Since I found this: http://blog.macromates.com/2006/multi-stroke-key-bindings/
I'm using it a lot, and it is really nicer to type ⌘A than Cmd-A, when writing all documentation, support mails etc. I've tried to use those ⌘⇧⌥← when editing some markdown blog post content, and I was quite surprised that TM displays them heavily condensed, making them totally unreadable.
I tried with few fixed-width fonts, nothing helps. Is there any way to cure that?
Cheers,
Adam Strzelecki wrote:
I tried with few fixed-width fonts, nothing helps. Is there any way to cure that?
Try using the DejaVu Sans Mono font http://dejavu.sf.net. It's a font based on the Gnome Vera fonts (you might know Bitstream Vera Sans Mono), with a wider range of characters.
DejaVu Sans Mono should also display those glyphs properly.
Jeroen.
(...) but they are wider than the spacing allows for. They are fine as long as they follow a whitespace character.

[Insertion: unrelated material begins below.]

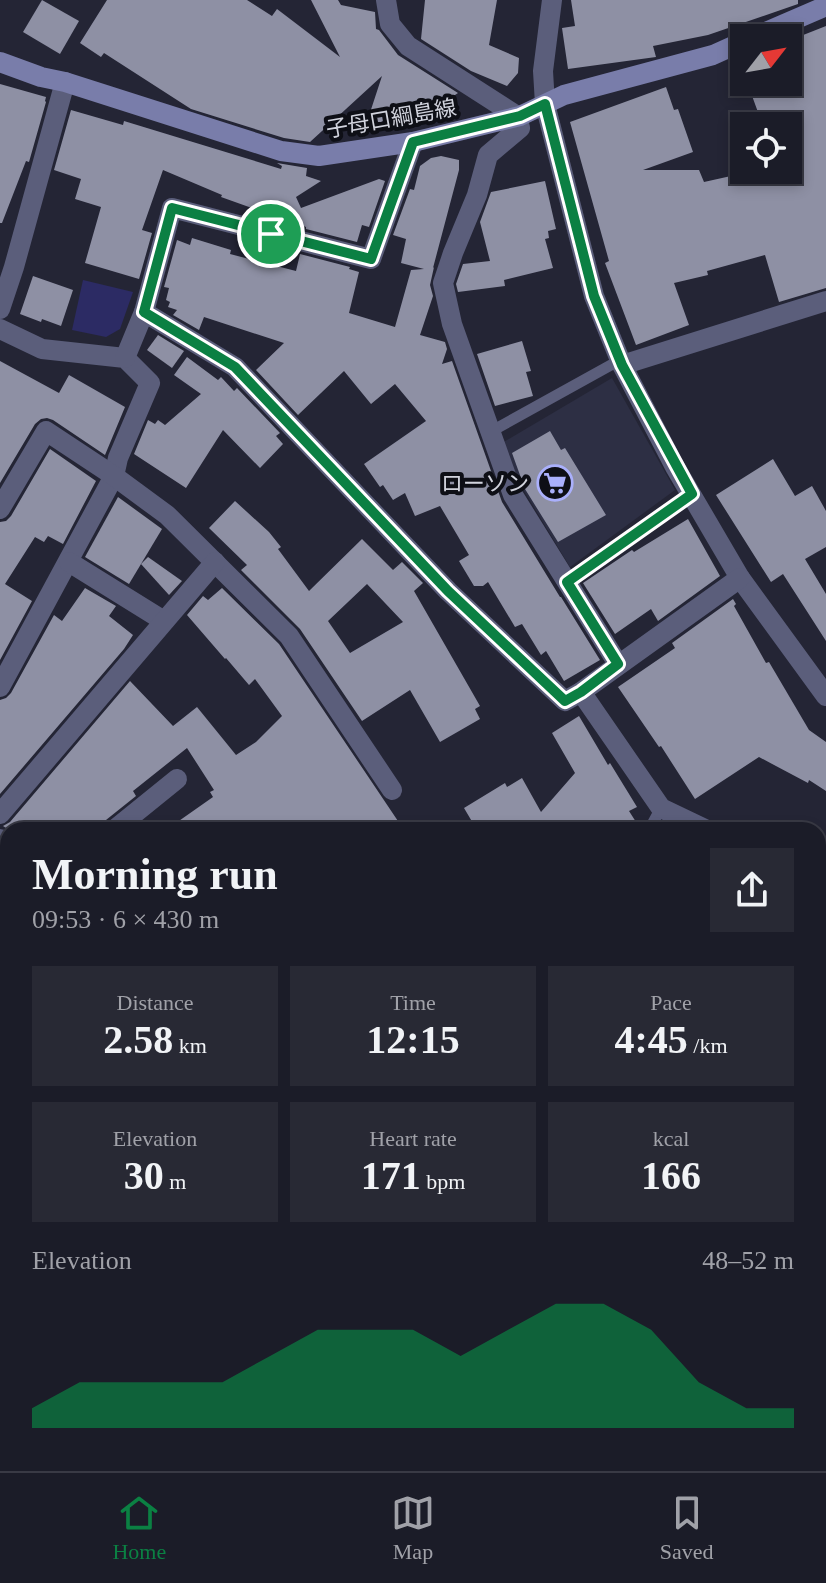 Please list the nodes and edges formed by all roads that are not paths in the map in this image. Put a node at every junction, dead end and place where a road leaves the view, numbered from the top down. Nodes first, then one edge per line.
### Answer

That's it, keystroke characters from "⌥⌘S" are overlapping each others, so they're totally unreadable in TM, while this problem exists neither in TextEdit nor Mail (those apps displays them correctly). I think then it is just TM problem, that counts the width for those characters incorrectly.
Cheers,
On May 3, 2008, at 11:27 AM, Adam Strzelecki wrote:
Well, not really. TextMate assumes the fonts it works with are mono- spaced. But those characters 'break out' of the monospace box for that font in as that they are wider. So it is actually a font problem. Of course making those characters look good within the same bounds other characters use would probably be a challenge.